# Implementation of PCA

Content credit: The case study used in this notebook has been prepared by the teaching staff of Berkeley's Data Science 100 class.

In [None]:
import numpy as np
import pandas as pd
import seaborn as sns
import matplotlib.pyplot as plt
import yaml
from datetime import datetime

np.random.seed(23) #kallisti

plt.rcParams['figure.figsize'] = (4, 4)
plt.rcParams['figure.dpi'] = 150
sns.set()

## Congressional Vote Data

In this case study we examine how the House of Representatives (of the 116th Congress, 1st session) voted in the month of **September 2019**.

From the [U.S. Senate website](https://www.senate.gov/reference/Index/Votes.htm):

> Roll call votes occur when a representative or senator votes "yea" or "nay," so that the names of members voting on each side are recorded. A voice vote is a vote in which those in favor or against a measure say "yea" or "nay," respectively, without the names or tallies of members voting on each side being recorded.
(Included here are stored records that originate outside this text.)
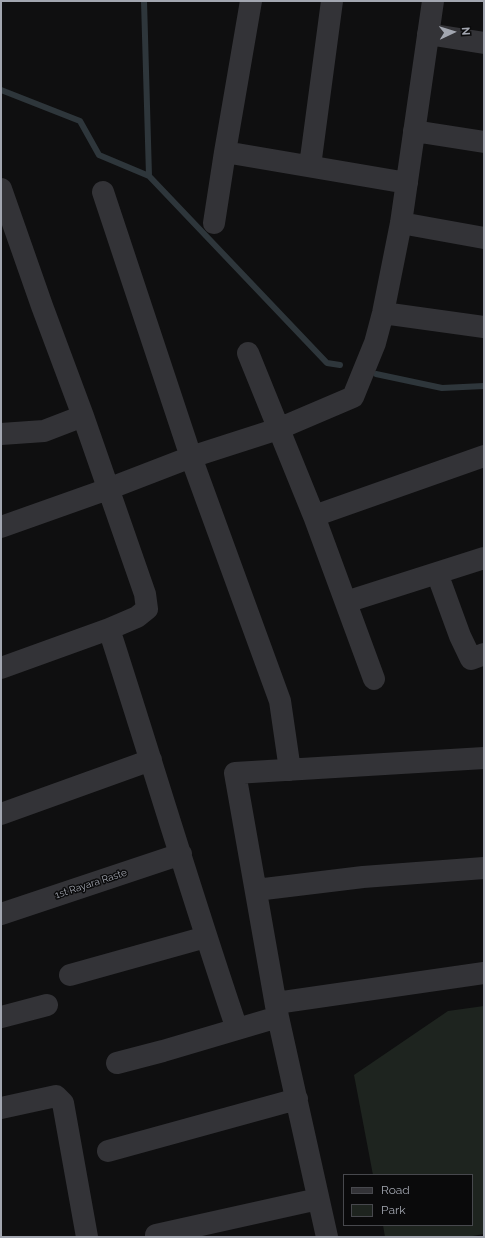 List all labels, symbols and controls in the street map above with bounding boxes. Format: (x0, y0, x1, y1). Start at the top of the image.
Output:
north arrow (433, 12, 473, 52)
text: N (459, 26, 472, 36)
street label: 1st Rayara Raste (54, 867, 128, 901)
legend (343, 1174, 473, 1226)
text: Road (381, 1183, 410, 1197)
text: Park (381, 1203, 406, 1217)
The data, compiled from ProPublica [source](https://github.com/eyeseast/propublica-congress), is a "skinny" table of data where each record is a single vote by a member across any roll call in the 116th Congress, 1st session, as downloaded in February 2020. The member of the House, whom we'll call **legislator**, is denoted by their bioguide alphanumeric ID in http://bioguide.congress.gov/.

In [None]:
# February 2019 House of Representatives roll call votes
# Downloaded using https://github.com/eyeseast/propublica-congress
url_votes = 'https://raw.githubusercontent.com/ulischlickewei/Mathe2-DS/main/votes.csv'
votes = pd.read_csv(url_votes)
votes = votes.astype({"roll call": str})
votes

## Task 1

Describe how the cell below transforms the data. You might be interested in looking up the [official tutorial for Pivot tables](https://pandas.pydata.org/docs/user_guide/reshaping.html) or the documentation of [`pivot_table()`](https://pandas.pydata.org/pandas-docs/stable/reference/api/pandas.pivot_table.html).

In [None]:
def was_yes(s):
    return 1 if s.iloc[0] == "Yes" else 0

vote_pivot = votes.pivot_table(index='member',
                                columns='roll call',
                                values='vote',
                                aggfunc=was_yes,
                                fill_value=0)
print(vote_pivot.shape)
vote_pivot.head()

**Solution**: We pivot the table to group each legislator and their voting pattern across every (roll call) vote in this month. We mark 1 if the legislator voted Yes (yea), and 0 otherwise (No/nay, no vote, speaker, etc.). This is done using the Pandas function `pivot_table()` with a custom aggregation function which simply takes the first entry of a Series and maps this to 0 or to 1 depending on whether the voting behaviour was "Yes" or "No"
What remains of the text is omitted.